BlackBerry security and law enforcement investigations do not mix. In general, police have had trouble decrypting phones for investigations. Google, Apple and BlackBerry have been stalwarts in making available the option for its device users to encrypt their data and not have it get deciphered by even those companies. While laws may soon come to pass regarding the issue, the Netherlands Forensic Institute seems to have skipped a step in the snafu — and it comes to a potential punch to BlackBerry’s reputation.
The NFI, which assists police and other investigators with evidence retrieval, was recently spotlighted by a Dutch crime blog for having found a way to recover and read 279 out of a total of 325 encrypted emails on Pretty Good Privacy-encrypted BlackBerrys. An NFI press officer confirmed to the blog that it was able to do this.
A number of specialty vendors PGP-encrypt BlackBerry devices and sell them to consumers looking for end-to-end communications encryption for any reason. A Canadian provider touted in a brochure that no registration is required when purchasing a device.
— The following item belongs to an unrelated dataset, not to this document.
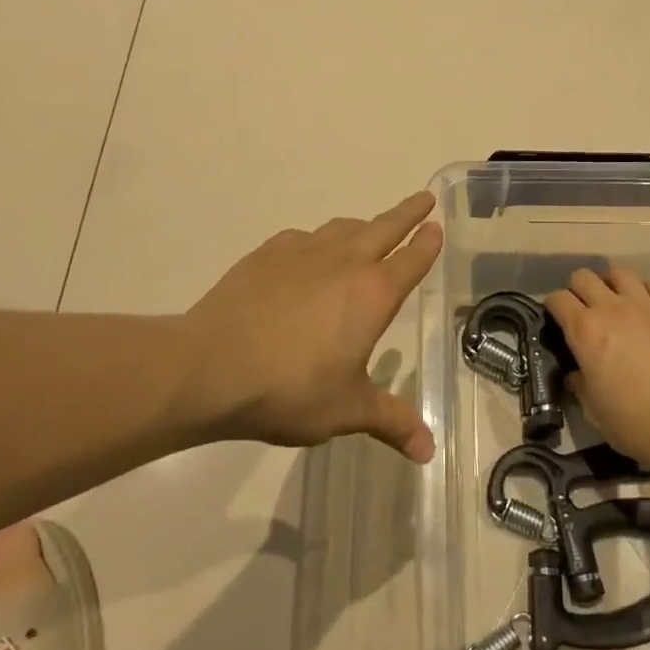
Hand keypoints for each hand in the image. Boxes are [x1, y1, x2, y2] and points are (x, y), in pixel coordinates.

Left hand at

There is one known way to decrypt a PGP-protected device which involves extracting the data and any password protection hash from a memory chip and then attempting passwords to get through that protection. Experts aren’t certain of ways to achieve decryption through other means. Law enforcement agencies from the UK, the US and Canada have not said whether they have the capabilities to decrypt PGP BlackBerrys.
BlackBerry put out a statement on its blog today regarding the NFI claim, saying:
If such an information recovery did happen, access to this information from a BlackBerry device could be due to factors unrelated to how the BlackBerry device was designed, such as user consent, an insecure third party application, or deficient security behavior of the user.
The company maintains that it does not store nor release passwords.